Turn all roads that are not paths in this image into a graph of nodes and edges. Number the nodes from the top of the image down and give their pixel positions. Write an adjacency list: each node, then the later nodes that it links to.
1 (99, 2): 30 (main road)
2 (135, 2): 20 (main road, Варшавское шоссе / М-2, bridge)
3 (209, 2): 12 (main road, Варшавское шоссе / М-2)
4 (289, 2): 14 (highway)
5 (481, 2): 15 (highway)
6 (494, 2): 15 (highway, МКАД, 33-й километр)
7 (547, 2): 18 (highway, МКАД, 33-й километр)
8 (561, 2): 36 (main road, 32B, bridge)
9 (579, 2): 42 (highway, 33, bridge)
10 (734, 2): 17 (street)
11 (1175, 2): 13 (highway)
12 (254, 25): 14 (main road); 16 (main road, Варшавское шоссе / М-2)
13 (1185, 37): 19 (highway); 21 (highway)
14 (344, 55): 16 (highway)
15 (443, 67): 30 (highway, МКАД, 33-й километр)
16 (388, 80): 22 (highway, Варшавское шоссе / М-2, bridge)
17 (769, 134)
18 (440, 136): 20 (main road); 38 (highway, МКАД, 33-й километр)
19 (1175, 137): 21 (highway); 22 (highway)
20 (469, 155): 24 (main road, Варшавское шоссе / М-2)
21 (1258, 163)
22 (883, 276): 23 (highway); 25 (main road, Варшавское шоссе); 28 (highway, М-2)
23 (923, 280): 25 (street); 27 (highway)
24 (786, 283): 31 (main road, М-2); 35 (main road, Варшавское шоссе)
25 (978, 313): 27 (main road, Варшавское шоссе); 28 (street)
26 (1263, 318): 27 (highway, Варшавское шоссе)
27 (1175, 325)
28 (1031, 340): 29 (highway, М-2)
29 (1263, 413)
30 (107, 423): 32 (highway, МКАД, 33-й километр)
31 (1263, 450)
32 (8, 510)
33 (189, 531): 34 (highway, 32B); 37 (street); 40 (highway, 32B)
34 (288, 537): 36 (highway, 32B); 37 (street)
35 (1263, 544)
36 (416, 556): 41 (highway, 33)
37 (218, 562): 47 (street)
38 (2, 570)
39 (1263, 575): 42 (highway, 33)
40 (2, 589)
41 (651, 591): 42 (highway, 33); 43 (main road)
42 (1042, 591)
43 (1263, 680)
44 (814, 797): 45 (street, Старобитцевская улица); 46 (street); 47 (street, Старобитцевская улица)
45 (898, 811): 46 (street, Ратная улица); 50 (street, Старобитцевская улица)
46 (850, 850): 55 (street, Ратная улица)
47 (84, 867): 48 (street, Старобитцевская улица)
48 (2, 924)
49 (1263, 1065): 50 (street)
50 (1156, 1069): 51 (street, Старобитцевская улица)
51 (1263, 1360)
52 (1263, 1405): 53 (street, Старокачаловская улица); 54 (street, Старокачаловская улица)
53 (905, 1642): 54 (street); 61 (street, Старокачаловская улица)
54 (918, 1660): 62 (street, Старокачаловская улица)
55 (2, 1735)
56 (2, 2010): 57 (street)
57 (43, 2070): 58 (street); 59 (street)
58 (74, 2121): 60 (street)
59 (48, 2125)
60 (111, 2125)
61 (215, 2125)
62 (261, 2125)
□ □ □
__WORK TASK__:
Where a line in the listing above contains "Старобитцевская", copy that line.

__RESPONSE BELOW__:
44 (814, 797): 45 (street, Старобитцевская улица); 46 (street); 47 (street, Старобитцевская улица)
45 (898, 811): 46 (street, Ратная улица); 50 (street, Старобитцевская улица)
47 (84, 867): 48 (street, Старобитцевская улица)
50 (1156, 1069): 51 (street, Старобитцевская улица)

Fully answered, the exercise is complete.